Гудзь, этнический немец, родившийся в Уфе в 1902 году, проработал в 1934–1936 годах в Токио в собственной резидентуре НКВД под официальным прикрытием в качестве третьего секретаря советского посольства. Несмотря на то что они жили в одном городе, Гудзь даже не подозревал о существовании Зорге, отчасти из-за конкуренции (продолжающейся до сих пор) между российскими службами гражданской и военной разведки, но, главным образом, из-за того, что 4-е управление тщательно оберегало информацию о Зорге. Вернувшись летом 1936 года в Москву, Гудзь увидел, что его руководство больше обеспокоено преследованием предателей, нежели его донесениями из Токио. “Встретили меня прохладно. Начались годы репрессий, началась охота на врагов народа, – вспоминал Гудзь. – Мой начальник не захотел даже выслушать мой доклад о командировке и отправил меня в отпуск”[16].
И только после перевода Гудзя во Второй (Дальневосточный) департамент 4-го управления в 1937 году, он начал читать телеграммы Зорге. “Едва я увидел его досье и донесения, я понял невероятную ценность этого разведчика, – рассказывал Гудзь. – У него все было на высшем уровне. Он был прекрасным общительным журналистом, опытным политологом и – что очень важно для разведчика – превосходным актером. И это несмотря на отсутствие у него какой-либо специальной разведподготовки. У Зорге был доступ к уникальной информации. Наша работа состояла в том, чтобы обеспечить Зорге информацией и указаниями, основанными на доскональном, подробном изучении его операций… Но Зорге по большей части действовал по собственной инициативе и часто шел на огромный риск”[17].
Но, несмотря на очевидно безупречную работу Зорге, его положение было шатким. По словам Гудзя, он был “невозвращенцем”, а это означало, что ему нельзя было доверять. “Зорге был великим разведчиком”, – вспоминал Гудзь. Но после 1937 года агенту Рамзаю больше никогда не будут полностью доверять.

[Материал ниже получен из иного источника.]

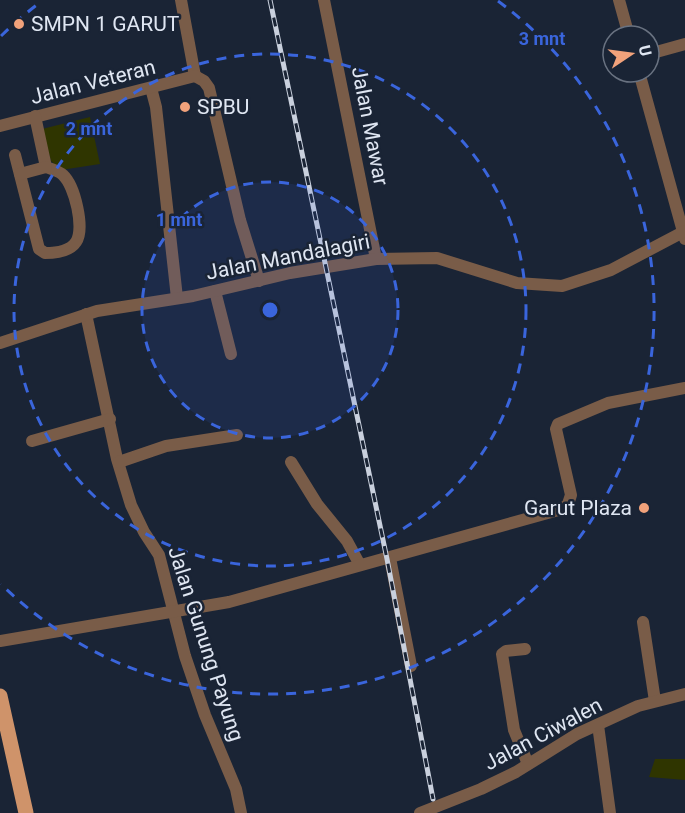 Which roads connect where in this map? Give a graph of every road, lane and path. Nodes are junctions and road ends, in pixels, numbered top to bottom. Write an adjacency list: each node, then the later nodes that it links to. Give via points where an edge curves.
1 (181, 0): 7 (street)
2 (324, 0): 16 (street, Jalan Mawar)
3 (619, 0): 4 (street)
4 (626, 24)
5 (685, 44): 6 (street)
6 (661, 51)
7 (195, 76): 9 (street, Jalan Veteran); 17 (street, via 208,88)
8 (642, 84): 15 (street)
9 (151, 88): 10 (street, Jalan Veteran); 19 (street)
10 (35, 116): 11 (street, Jalan Veteran); 13 (street)
11 (0, 126)
12 (15, 155): 14 (street)
13 (46, 167): 14 (street); 14 (street, via 64,176 71,185 80,220 75,243 56,253 42,252 34,238)
14 (20, 174)
15 (684, 234): 16 (street, Jalan Mandalagiri, via 611,270 562,286 517,283 437,258)
16 (376, 259): 17 (street, Jalan Mandalagiri)
17 (259, 280): 18 (street, Jalan Mandalagiri)
18 (214, 291): 19 (street, Jalan Mandalagiri); 22 (street)
19 (177, 298): 20 (street, Jalan Mandalagiri)
20 (86, 314): 21 (street, Jalan Mandalagiri); 24 (street, Jalan Gunung Payung)
21 (0, 343)
22 (231, 354)
23 (685, 388): 29 (street, via 608,403 558,424 571,495 562,509)
24 (110, 419): 26 (street); 27 (street, Jalan Gunung Payung)
25 (237, 435): 27 (street, via 166,446)
26 (32, 441)
27 (118, 462): 31 (street, Jalan Gunung Payung, via 131,505 159,555)
28 (291, 462): 30 (street)
29 (395, 556): 30 (street); 35 (street)
30 (360, 565): 31 (street, via 230,602)
31 (174, 613): 33 (street); 43 (street, Jalan Gunung Payung, via 205,715 236,789)
32 (643, 622): 38 (street)
33 (0, 641)
34 (525, 649): 41 (street, via 502,654 514,730)
35 (411, 666)
36 (685, 694): 38 (street, Jalan Ciwalen)
37 (0, 696): 39 (main road)
38 (655, 701): 40 (street, Jalan Ciwalen)
39 (3, 716): 42 (main road)
40 (598, 725): 41 (street, Jalan Ciwalen); 45 (street)
41 (528, 764): 44 (street, Jalan Ciwalen, via 481,789)
42 (26, 813)
43 (241, 813)
44 (420, 813)
45 (610, 813)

“Сталин не доверял не только ему. Как-то раз я зашел в кабинет Урицкого, когда он читал донесение о подготовке к войне в Берлине. [Урицкий] несколько раз повторял: «Как я зайду и сообщу это [Сталину], если он ничему не верит?»”[18]

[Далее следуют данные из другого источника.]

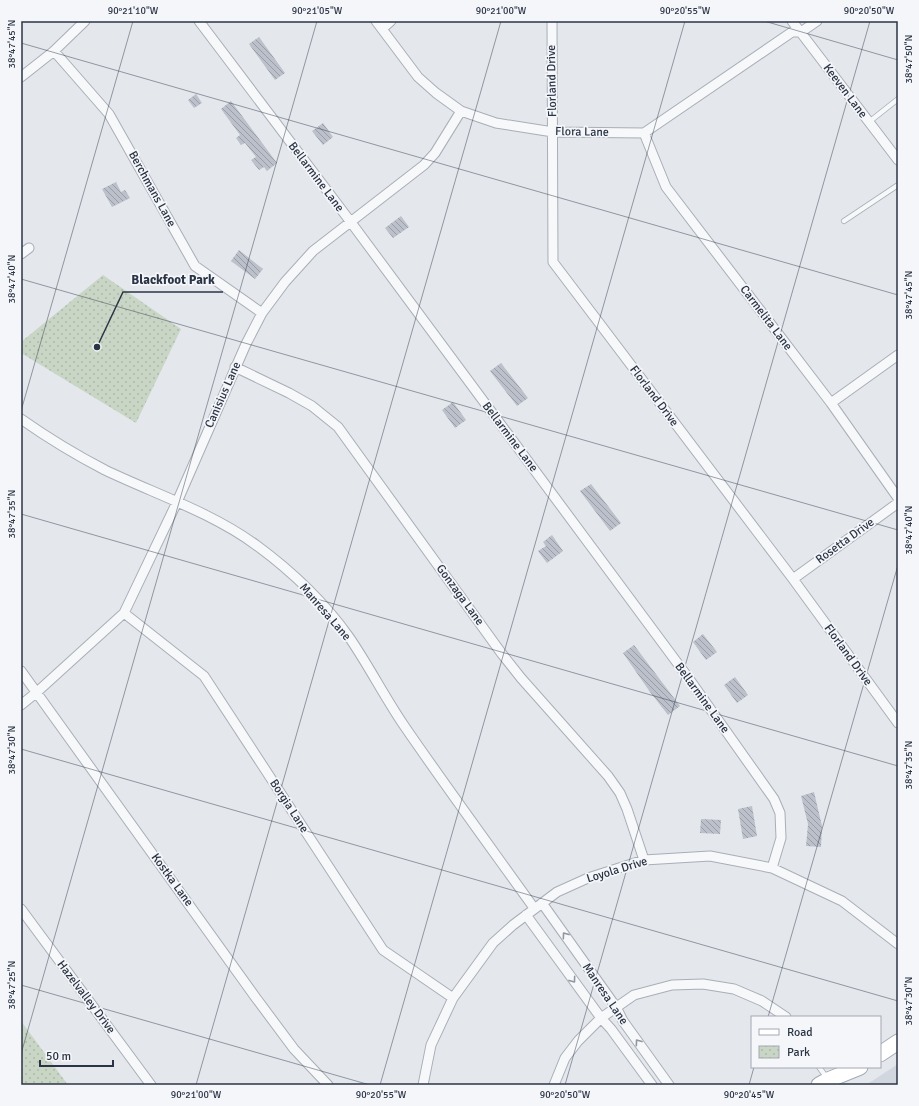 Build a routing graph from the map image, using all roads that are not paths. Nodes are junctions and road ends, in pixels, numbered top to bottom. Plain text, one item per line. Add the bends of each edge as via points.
1 (85, 21) edge
2 (199, 21) edge
3 (376, 21) edge
4 (392, 21) edge
5 (552, 21) edge
6 (792, 21) edge
7 (817, 21) edge
8 (382, 29) junction
9 (801, 32) junction
10 (54, 51) junction
11 (21, 77) edge
12 (898, 99) edge
13 (461, 111) junction
14 (869, 122) junction
15 (553, 132) junction
16 (644, 133) junction
17 (898, 160) edge
18 (898, 185) edge
19 (350, 221) junction
20 (844, 221) dead end
21 (29, 248) dead end
22 (21, 254) edge
23 (262, 313) junction
24 (898, 355) edge
25 (235, 367) junction
26 (831, 404) junction
27 (21, 419) edge
28 (898, 498) edge
29 (177, 502) junction
30 (898, 503) edge
31 (793, 579) junction
32 (124, 613) junction
33 (21, 671) edge
34 (37, 692) junction
35 (21, 705) edge
36 (898, 723) edge
37 (644, 860) junction
38 (772, 868) junction
39 (538, 906) junction
40 (21, 909) edge
41 (526, 915) junction
42 (898, 944) edge
43 (453, 998) junction
44 (616, 1007) junction
45 (784, 1016) edge
46 (601, 1018) junction
47 (898, 1042) edge
48 (881, 1053) edge
49 (650, 1059) junction
50 (639, 1067) junction
51 (820, 1068) edge
52 (858, 1068) edge
53 (829, 1083) edge
54 (151, 1085) edge
55 (328, 1085) edge
56 (423, 1085) edge
57 (554, 1085) edge
58 (652, 1085) edge
59 (668, 1085) edge

1 - 10 street
2 - 19 street, Bellarmine Lane
3 - 8 street, Flora Lane
4 - 8 street
5 - 15 street, Florland Drive
6 - 9 street, Keeven Lane
7 - 9 street
8 - 13 street, Flora Lane via 418,77
9 - 14 street, Keeven Lane
9 - 16 street via 792,32
10 - 11 street
10 - 23 street, Berchmans Lane via 109,114 195,266
12 - 14 lane
13 - 15 street, Flora Lane via 496,123
13 - 19 street, Canisius Lane via 435,153 424,165
14 - 17 street, Keeven Lane
15 - 16 street, Flora Lane
15 - 31 street, Florland Drive via 553,262
16 - 26 street, Carmelita Lane via 666,187
18 - 20 lane
19 - 23 street, Canisius Lane via 313,251
19 - 38 street, Bellarmine Lane via 687,676 774,799 780,813 780,838
21 - 22 street
23 - 25 street, Canisius Lane
24 - 26 street
25 - 29 street, Canisius Lane
25 - 37 street, Gonzaga Lane via 312,406 338,427 502,654 608,776 627,809
26 - 28 street, Carmelita Lane
27 - 29 street, Manresa Lane via 50,440 104,469
29 - 32 street, Canisius Lane
29 - 39 street, Manresa Lane via 227,526 254,544 280,563 316,597 348,636 442,781
30 - 31 street, Rosetta Drive
31 - 36 street, Florland Drive
32 - 34 street, Canisius Lane
32 - 43 street, Borgia Lane via 204,676 383,950
33 - 34 street, Kostka Lane
34 - 35 street, Canisius Lane
34 - 55 street, Kostka Lane via 256,998 294,1049
37 - 38 street, Loyola Drive via 710,856
37 - 39 street, Loyola Drive via 588,878 558,892
38 - 42 street, Loyola Drive via 842,900
39 - 41 street, Loyola Drive
44 -> 39 street, Manresa Lane
40 - 54 street, Hazelvalley Drive
41 - 43 street, Loyola Drive via 493,943
41 -> 46 street, Manresa Lane
43 - 56 street, Loyola Drive via 432,1045
44 - 45 street via 634,995 672,985 703,984 734,989 762,1001
44 - 46 street
49 -> 44 street, Manresa Lane
46 - 50 street, Manresa Lane
46 - 57 street via 565,1058
47 - 48 main road
49 - 50 lane
49 - 59 street, Manresa Lane
50 - 58 street, Manresa Lane
51 - 53 lane
52 - 53 main road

Гудзь и сам сыграет одиозную роль в Большом терроре. В конце 1936 года он написал тайный донос на мужа своей сестры Галины, журналиста и писателя Варлама Шаламова за якобы антисоветские настроения[19]. Шаламов уже ранее сидел за выступление против Сталина в 1929 году – и со своей будущей женой познакомился в Вишерском лагере на Северном Урале. В ночь на 12 января 1937 года за Шаламовым в коммунальную квартиру в Чистом переулке, 8, где жил и Гудзь, пришли сотрудники НКВД. Его душераздирающие воспоминания о лагерях, “Колымские рассказы”, издание которых началось на Западе в 1966 году, стали классикой литературы о ГУЛАГе. Однако этот донос не спас ни самого Гудзя, ни его семью. В мае 1937 года арестовали вторую сестру Гудзя Александру (она умрет в 1945 году, по жестокой иронии, в ГУЛАГе на Колыме, рядом с находящимся в заключении зятем). Самого Гудзя немедленно уволили из 4-го управления, и он устроился водителем автобуса. Ему повезло. Его коллегу по командировке в Токио арестовали, тот признался, что работал японским шпионом, и назвал Гудзя своим сообщником. “Каждую ночь я ждал ареста”, – вспоминал Гудзь. Но Большой террор действовал по законам своей недоступной для понимания логике. Никто за ним не приходил, и он так и жил в квартире в Чистом переулке, этажом ниже автора этой книги, до самой смерти в 2006 году в возрасте 104 лет.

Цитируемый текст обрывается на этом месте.